Emission Factor Uncertainty Mapping

Emission Factor Uncertainty Mapping is the variance-propagation stage that converts deterministic emission factors into spatially explicit confidence envelopes, turning a single carbon-stock number into a defensible probability surface — and it is the statistical backbone of the Spatial Modeling & Carbon Stock Validation framework. Unlike static tabular factors drawn from IPCC default tables, a mapped uncertainty field captures regional heterogeneity, measurement error, and model-induced variance across complex landscapes, then carries that variance forward as a first-class data product rather than a footnote appended after the numbers are produced.

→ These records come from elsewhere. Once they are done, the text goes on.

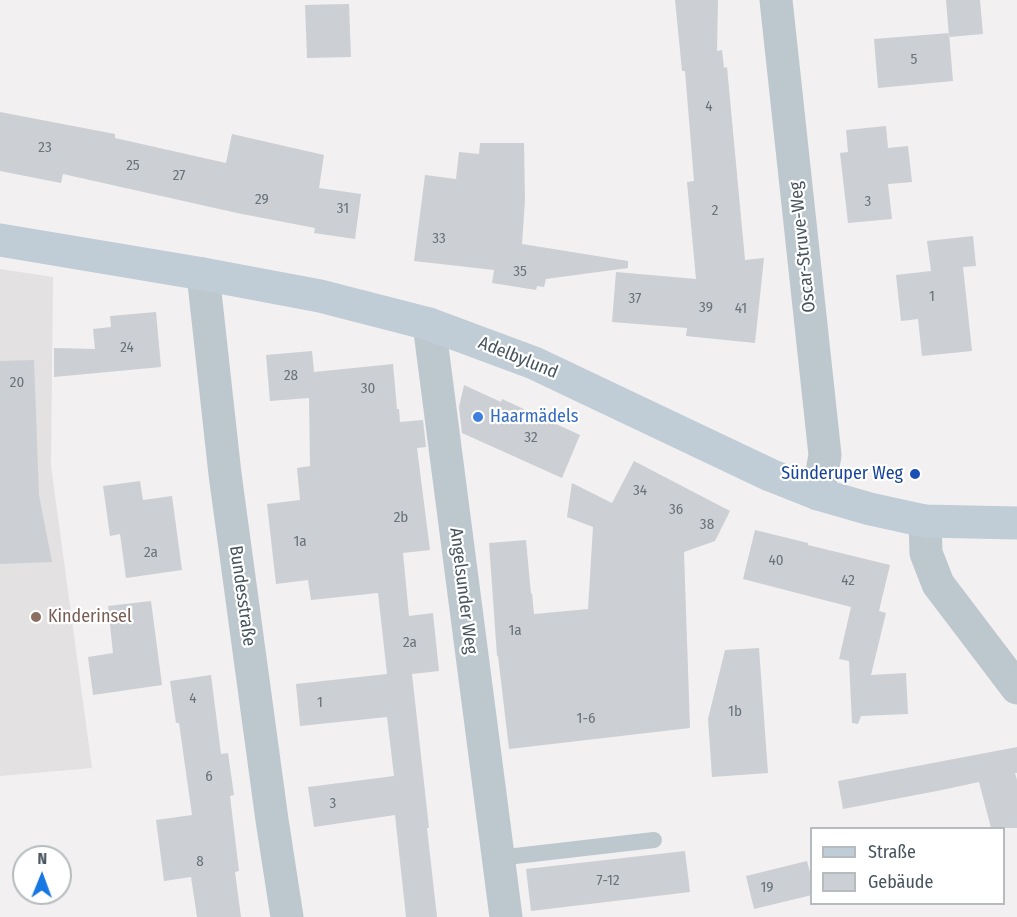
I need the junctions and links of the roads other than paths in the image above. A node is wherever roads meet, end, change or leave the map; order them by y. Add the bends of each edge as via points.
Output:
1 (776, 0) edge
2 (0, 240) edge
3 (203, 274) junction
4 (429, 324) junction
5 (818, 494) junction
6 (925, 521) junction
7 (1017, 523) edge
8 (1017, 688) edge
9 (654, 840) dead end
10 (498, 858) junction
11 (287, 917) edge
12 (506, 917) edge

1 - 5 street, Oscar-Struve-Weg via 825,455
2 - 3 street, Adelbylund
3 - 4 street, Adelbylund via 320,296
3 - 11 street, Bundesstraße via 228,497
4 - 5 street, Adelbylund via 534,363
4 - 10 street, Angelsunder Weg
5 - 6 street, Adelbylund
6 - 7 street, Adelbylund
6 - 8 street via 926,553 939,584
9 - 10 lane
10 - 12 street, Angelsunder Weg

This component sits directly downstream of biomass estimation from LiDAR & SAR fusion, inheriting the calibrated aboveground biomass rasters and their per-pixel error bands, and runs alongside ground-truth alignment for carbon models, which supplies the field-to-sensor variance ratios that anchor the propagation. It depends on deterministic CRS alignment established in the foundational MRV layer to keep every area-weighted variance term honest, and it emits envelopes that must satisfy MRV data lineage requirements before any figure reaches a registry. The core engineering challenge is propagating uncertainty through spatial operations without introducing artificial correlation or masking legitimate ecological signal.

Role in the MRV Workflow

Uncertainty mapping operates at the modeling-synchronization layer of the carbon accounting pipeline, where biomass estimates, soil-carbon proxies, and land-use-change indicators are fused with explicit variance envelopes prior to compliance export. It is a transformation with hard upstream contracts and unforgiving downstream consumers. Upstream, it requires every input raster to arrive with a machine-readable datum tag, a per-pixel error estimate, and a declared spatial support scale; a biomass layer that carries a mean but no sigma cannot be propagated, only guessed at. Downstream, the percentile bounds it emits feed conservative-accounting rules that decide how many tonnes a project may actually claim, so an envelope that is too tight inflates issuance and an envelope that is too wide strands legitimate credit.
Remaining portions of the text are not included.